Gecko’s AI-powered robots climb, crawl, fly, and swim around power plants, oil rigs, and other large-scale operations to scan equipment and check for issues (call them inspector gadgets). One big selling point of machines like Gecko’s is that they can perform tasks that are hazardous for humans.

A World of Wall-Es

Companies like Tesla and Boston Dynamics have shown off humanoid robots that do backflips, tend bar and dance. But the future of robotics may be less bipedal. 

Specialized bots built to perform industrial tasks are winning the most capital investment.
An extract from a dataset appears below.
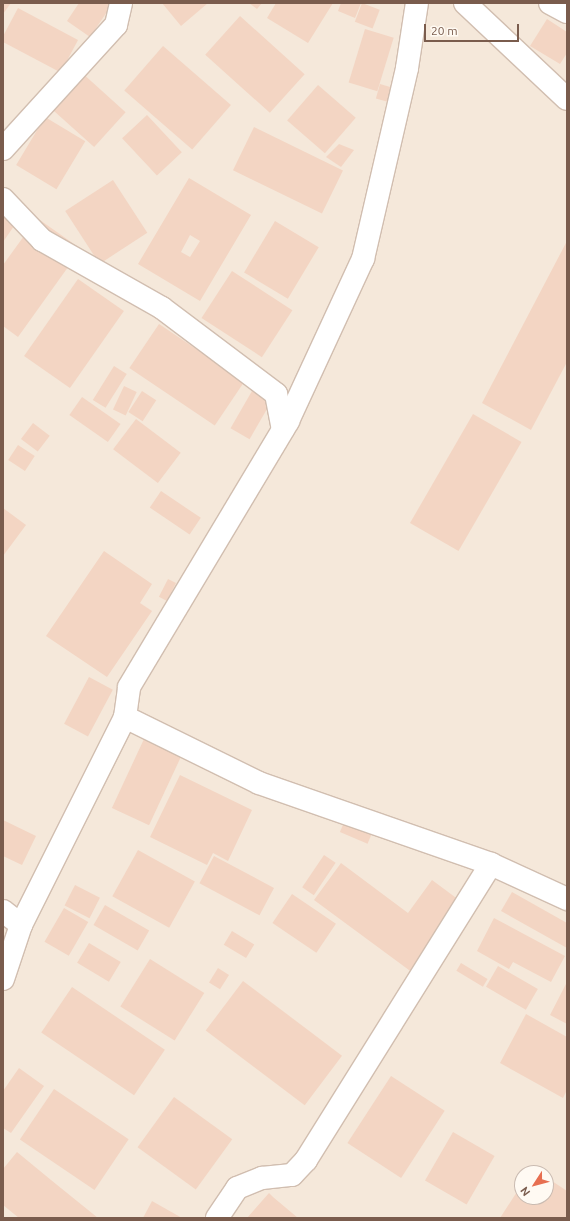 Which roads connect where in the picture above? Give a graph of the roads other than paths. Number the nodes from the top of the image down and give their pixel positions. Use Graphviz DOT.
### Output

More than 70% of the $2.3 billion raised by robotics companies in the first quarter of 2025 was directed toward task-centric tech, such as Gecko’s. Pitchbook found that humanoid robots consistently carve out a much smaller slice of venture investment. 

Training robots to be jacks of all trades is more complicated and expensive than creating a master of one. Humanoid robots cost between $50,000 and $200,000 to make, while task-focused machines ring in at $5,000 to $100,000 each, Reuters reported

Not to mention that “human”-shaped isn’t optimal for all tasks. Here’s a handful of examples:

  • Ati Motors raised $20 million in January to keep building boxy, wheeled bots that lug heavy loads around factory floors. And straight from the Wall-E universe, ViaBot’s Roomba-like robots collect trash in parking lots. 
  • A four-legged bot built by Boston Dynamics (its name is Spot) is used to perform inspections at hazardous sites — recently, it trotted through a power facility that humans can only safely enter during its annual scheduled downtime. 

Boring’s the Beginning: Humanoid robots could one day perform a variety of complicated tasks and carve out their own niche not met by single-minded machines. But for now, they haven’t hit that technological bar. “If somebody claims that they are commercially finding a general-purpose robot, they are over-promising and they will under-deliver,” Boston Dynamics strategy chief Marc Theermann told Reuters. In the meantime, robots built for straightforward tasks are powered up and punching in for work.